# Miracle of birth



## Pollydoodle (Aug 18, 2005)

My son took me to meet an elderly friend of his and on the way home we had to stop off at the farm where he does some part time shepherding to check on the ewes. One of them had just given birth and the lamb was struggling to its feet and when he checked the ewe (you dont want to know) :roll: There was another which he helped into the world. 

Earlier in the day, there were 2 sets of triplets and they were all huddled round their mums feeding. They were so beautiful and innocent.

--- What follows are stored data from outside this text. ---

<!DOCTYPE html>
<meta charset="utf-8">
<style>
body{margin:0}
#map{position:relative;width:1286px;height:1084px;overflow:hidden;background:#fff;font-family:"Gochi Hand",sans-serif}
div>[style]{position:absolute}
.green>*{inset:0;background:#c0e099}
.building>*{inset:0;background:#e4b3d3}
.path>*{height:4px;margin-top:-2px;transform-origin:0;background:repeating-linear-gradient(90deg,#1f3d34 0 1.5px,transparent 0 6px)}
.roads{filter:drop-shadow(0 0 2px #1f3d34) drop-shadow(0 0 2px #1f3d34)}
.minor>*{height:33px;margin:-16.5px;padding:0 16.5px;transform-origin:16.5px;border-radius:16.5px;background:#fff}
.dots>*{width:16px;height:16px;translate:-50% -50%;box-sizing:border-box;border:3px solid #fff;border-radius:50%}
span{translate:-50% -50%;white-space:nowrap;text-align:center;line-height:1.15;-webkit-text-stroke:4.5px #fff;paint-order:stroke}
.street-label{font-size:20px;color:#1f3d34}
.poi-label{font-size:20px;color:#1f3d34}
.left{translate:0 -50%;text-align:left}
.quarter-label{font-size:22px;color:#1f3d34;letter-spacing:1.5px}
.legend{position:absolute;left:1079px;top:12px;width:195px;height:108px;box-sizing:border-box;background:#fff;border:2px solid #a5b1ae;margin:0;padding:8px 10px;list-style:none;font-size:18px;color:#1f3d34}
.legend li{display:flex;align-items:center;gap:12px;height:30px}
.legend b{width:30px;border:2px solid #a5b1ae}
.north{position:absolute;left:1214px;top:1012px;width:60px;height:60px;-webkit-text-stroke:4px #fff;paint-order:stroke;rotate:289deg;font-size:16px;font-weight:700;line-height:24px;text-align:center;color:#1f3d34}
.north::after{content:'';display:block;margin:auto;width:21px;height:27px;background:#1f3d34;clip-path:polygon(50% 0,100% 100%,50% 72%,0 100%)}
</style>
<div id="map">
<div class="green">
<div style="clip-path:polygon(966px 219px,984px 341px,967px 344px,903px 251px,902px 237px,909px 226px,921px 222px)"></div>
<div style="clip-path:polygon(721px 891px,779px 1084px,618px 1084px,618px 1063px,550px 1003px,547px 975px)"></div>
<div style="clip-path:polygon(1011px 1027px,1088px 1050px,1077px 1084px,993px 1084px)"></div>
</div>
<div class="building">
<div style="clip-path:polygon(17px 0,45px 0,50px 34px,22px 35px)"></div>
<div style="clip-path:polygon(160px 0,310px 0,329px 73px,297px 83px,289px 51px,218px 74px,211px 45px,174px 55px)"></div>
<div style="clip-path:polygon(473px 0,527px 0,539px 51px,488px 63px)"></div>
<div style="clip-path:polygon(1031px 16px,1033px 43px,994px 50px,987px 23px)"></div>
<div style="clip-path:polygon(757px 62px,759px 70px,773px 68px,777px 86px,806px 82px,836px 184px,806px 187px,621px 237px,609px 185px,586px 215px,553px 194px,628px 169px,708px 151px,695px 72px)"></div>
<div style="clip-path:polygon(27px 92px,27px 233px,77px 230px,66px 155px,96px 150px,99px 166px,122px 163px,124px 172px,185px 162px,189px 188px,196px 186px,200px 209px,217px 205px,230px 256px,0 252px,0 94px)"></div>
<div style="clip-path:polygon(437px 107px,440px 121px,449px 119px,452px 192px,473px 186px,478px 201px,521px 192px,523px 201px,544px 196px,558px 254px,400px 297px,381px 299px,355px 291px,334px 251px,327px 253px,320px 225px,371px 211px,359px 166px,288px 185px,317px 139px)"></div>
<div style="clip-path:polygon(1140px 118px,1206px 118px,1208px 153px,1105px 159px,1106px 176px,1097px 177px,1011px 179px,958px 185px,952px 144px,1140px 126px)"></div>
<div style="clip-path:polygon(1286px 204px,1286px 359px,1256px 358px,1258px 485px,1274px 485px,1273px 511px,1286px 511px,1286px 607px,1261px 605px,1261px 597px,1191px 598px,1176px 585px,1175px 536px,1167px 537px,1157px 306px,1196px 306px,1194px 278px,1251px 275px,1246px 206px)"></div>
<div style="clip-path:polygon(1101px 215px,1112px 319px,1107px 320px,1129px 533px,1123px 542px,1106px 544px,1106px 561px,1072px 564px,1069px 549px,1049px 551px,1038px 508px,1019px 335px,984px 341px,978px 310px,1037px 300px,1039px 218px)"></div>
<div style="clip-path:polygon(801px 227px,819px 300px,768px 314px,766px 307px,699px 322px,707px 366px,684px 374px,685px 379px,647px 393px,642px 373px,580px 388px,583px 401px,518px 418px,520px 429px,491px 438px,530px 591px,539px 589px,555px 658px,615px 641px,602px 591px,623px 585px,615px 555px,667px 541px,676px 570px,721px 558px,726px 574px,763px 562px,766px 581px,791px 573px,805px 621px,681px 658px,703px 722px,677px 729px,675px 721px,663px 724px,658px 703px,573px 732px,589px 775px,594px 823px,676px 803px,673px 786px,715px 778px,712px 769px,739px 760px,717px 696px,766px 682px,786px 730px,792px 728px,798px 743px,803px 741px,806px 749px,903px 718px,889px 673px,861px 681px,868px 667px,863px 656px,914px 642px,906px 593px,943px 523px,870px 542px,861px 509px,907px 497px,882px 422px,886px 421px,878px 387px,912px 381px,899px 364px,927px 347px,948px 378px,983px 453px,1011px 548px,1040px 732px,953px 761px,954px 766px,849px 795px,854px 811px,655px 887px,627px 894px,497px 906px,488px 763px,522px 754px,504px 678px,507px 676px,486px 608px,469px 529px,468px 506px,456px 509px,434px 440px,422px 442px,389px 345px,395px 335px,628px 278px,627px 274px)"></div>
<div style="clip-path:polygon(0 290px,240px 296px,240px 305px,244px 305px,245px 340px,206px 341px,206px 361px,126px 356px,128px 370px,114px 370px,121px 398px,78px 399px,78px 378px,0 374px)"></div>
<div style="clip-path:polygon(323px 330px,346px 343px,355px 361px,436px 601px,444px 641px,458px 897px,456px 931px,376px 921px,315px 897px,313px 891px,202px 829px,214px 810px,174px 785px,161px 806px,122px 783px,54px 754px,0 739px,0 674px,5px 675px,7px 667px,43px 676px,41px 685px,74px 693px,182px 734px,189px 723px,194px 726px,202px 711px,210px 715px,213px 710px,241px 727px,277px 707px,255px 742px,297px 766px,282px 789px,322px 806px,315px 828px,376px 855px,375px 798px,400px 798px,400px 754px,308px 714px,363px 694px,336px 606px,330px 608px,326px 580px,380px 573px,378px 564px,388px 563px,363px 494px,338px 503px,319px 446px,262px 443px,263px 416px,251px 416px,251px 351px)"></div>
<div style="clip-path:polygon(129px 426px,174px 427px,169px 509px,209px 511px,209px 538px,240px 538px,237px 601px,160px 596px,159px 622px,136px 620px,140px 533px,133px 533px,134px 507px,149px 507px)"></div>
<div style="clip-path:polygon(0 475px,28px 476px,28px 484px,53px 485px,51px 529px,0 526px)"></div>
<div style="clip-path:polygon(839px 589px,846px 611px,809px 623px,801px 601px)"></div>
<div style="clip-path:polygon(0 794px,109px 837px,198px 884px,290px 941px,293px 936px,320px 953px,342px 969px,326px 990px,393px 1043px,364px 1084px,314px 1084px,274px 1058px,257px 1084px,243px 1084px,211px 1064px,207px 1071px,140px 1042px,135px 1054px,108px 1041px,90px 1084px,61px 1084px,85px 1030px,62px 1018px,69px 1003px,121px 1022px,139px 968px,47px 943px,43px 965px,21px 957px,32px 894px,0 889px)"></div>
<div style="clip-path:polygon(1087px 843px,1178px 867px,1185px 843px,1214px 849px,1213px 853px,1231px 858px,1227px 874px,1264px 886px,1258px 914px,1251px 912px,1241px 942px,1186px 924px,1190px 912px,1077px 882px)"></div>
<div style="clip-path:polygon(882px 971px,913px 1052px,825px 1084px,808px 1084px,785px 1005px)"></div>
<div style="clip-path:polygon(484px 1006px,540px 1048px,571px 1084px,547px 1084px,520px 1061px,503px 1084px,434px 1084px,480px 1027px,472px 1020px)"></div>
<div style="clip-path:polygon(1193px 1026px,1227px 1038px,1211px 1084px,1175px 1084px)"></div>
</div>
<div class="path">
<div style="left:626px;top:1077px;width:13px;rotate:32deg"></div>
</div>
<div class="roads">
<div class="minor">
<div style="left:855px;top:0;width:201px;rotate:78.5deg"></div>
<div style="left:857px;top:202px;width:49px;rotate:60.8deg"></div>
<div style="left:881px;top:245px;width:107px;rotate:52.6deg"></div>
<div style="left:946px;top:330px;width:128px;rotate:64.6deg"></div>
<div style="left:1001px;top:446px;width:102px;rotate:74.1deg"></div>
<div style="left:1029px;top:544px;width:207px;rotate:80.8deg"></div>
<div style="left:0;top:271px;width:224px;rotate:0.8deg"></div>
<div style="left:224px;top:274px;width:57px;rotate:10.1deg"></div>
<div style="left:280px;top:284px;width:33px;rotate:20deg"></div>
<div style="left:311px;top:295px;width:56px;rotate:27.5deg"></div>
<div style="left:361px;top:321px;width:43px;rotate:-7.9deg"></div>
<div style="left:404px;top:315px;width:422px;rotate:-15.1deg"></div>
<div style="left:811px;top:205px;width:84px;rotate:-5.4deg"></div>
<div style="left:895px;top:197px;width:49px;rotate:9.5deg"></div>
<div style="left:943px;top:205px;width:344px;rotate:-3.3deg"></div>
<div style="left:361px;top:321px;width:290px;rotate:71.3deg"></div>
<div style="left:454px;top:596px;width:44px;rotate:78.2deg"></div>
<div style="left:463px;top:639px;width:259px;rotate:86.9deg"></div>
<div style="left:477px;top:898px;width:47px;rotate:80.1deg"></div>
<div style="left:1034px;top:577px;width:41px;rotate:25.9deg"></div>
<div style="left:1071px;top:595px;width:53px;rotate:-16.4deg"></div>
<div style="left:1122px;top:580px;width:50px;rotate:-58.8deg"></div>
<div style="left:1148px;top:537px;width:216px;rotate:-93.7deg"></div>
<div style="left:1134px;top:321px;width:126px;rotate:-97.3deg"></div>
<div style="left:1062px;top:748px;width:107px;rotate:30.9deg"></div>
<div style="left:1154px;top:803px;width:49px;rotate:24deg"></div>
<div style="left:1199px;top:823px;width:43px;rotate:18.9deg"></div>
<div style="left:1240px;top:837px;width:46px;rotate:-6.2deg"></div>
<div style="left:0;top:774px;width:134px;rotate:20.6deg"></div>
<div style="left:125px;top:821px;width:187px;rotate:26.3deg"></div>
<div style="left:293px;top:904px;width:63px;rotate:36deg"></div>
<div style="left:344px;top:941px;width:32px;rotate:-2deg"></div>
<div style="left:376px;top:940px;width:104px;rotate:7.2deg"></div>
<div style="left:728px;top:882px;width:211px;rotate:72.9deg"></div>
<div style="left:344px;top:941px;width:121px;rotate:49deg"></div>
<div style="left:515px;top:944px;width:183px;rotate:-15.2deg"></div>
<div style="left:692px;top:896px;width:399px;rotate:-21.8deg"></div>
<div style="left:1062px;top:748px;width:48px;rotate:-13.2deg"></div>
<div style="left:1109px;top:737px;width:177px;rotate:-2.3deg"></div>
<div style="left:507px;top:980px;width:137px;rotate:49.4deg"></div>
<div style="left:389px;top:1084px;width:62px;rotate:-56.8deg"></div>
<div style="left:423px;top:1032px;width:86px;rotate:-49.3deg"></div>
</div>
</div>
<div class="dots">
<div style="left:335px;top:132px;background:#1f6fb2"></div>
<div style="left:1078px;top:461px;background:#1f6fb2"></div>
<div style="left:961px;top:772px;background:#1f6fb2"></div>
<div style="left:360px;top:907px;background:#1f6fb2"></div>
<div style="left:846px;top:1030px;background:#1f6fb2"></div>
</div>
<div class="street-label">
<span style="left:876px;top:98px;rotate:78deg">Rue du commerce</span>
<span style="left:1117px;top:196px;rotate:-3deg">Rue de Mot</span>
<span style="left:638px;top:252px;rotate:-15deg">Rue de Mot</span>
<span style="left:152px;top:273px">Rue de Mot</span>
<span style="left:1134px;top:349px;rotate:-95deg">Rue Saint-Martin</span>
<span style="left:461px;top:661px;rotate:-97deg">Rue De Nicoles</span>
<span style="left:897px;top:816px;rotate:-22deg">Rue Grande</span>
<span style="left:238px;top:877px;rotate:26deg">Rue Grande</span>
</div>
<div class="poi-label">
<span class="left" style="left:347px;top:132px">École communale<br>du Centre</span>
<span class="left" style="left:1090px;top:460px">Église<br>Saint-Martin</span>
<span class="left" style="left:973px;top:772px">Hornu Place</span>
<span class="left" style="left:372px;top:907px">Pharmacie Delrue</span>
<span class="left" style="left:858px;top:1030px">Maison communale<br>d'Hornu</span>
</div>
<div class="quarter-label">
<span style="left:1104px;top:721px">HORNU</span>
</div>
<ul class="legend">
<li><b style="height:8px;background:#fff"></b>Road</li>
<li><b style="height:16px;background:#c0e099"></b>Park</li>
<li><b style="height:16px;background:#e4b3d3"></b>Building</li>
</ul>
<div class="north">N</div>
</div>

It really challenges all thoughts of meat eating


----------



## Bobmarley3 (Oct 12, 2011)

And in 12 or 14 weeks time people will be tucking into their spring lamb chops. 8O


----------



## Penquin (Oct 15, 2007)

Just don't mention the words "mint sauce" in their location or you may well be charged for sheep worrying by the CPS.....

spring lamb is usually 5 to 6 months old according to Encyclopedia Britannica;

http://www.britannica.com/EBchecked/topic/328467/lamb

Dave


----------



## aldra (Jul 2, 2009)

If we didn't eat them

They wouldn't be there

Some would agree they should not be
Me I go with Free range raised and killed under strict humane guidelines

And mint sauce  

Aldra


----------



## Bobmarley3 (Oct 12, 2011)

> spring lamb is usually 5 to 6 months old according to Encyclopedia Britannica;


It may be according to them Penquin However. I can promise you that is not always the case. And Jo Public would perhaps be less keen to eat spring lamb chops if they realised just how young the lambs were - after all, the British don't eat much veal, probably for the similar "age" reason. Wife used to work in abattoirs - she hated the days (often leading up to Easter) when batches of the current year's lambs came in.


----------



## aldra (Jul 2, 2009)

I would much prefer to eat mutton if we could get it

Not easily found though

Aldra


----------